Pumpkins are real. Pumpkins are orange. Next week I’ll give details on how you
can combine a candle with a pumpkin for a big surprise.’


It’s the Conservative Conference this week. Time to take that holiday without

PM CallMeDave is out and about spinning the silliest solutions to our massive
cost of living nightmare.

After he’s elected in 18 months (really?) he is going to reward 4 million couples
£3.85 a week as a marriage bonus. £3.85. How exciting. What can they
prepare to buy with that? Food for a family for a week, a night out, the cinema
for 2, a visit to the zoo, a winter coat?

If you have plans, think again.
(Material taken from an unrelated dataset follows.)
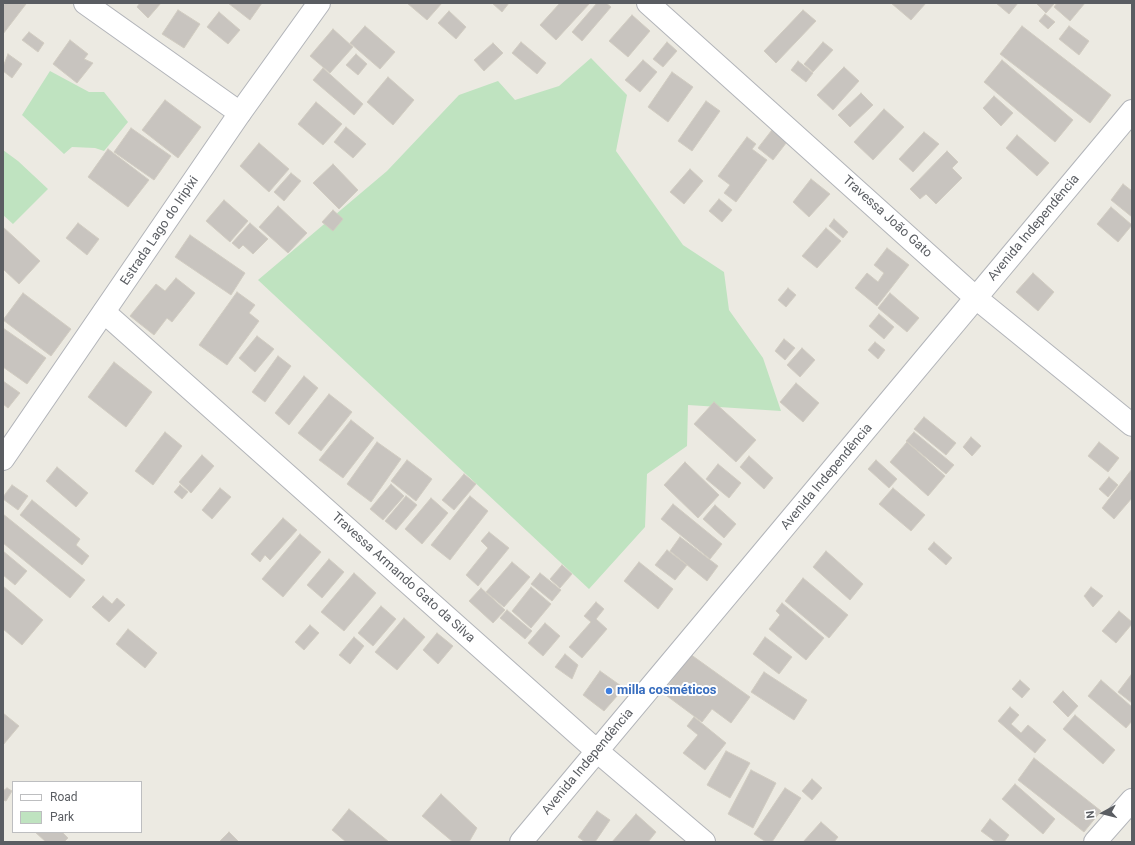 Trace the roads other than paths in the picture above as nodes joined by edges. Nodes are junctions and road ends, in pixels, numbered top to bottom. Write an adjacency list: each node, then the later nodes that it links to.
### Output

You must be a ‘one-earner’ couple.

“Marriage is good for Britain”. And why is that exactly? Because it’s
permanently a conservative position regardless of country? Must be those
‘family values’ they reiterate endlessly. Clearly not taking those married MPs
with ‘special friends’ into consideration....

The average wedding costs £21,000 but often quoted much higher - £40,000.
So that £200 a year will surely be crucial for a couple with an income of

This would cost us half a billion pounds. Good value for money surely. CMD
wants  us to know: “Love is love” – referencing his pro-gay marriage position;
the new policy applies regardless of gender. How modern.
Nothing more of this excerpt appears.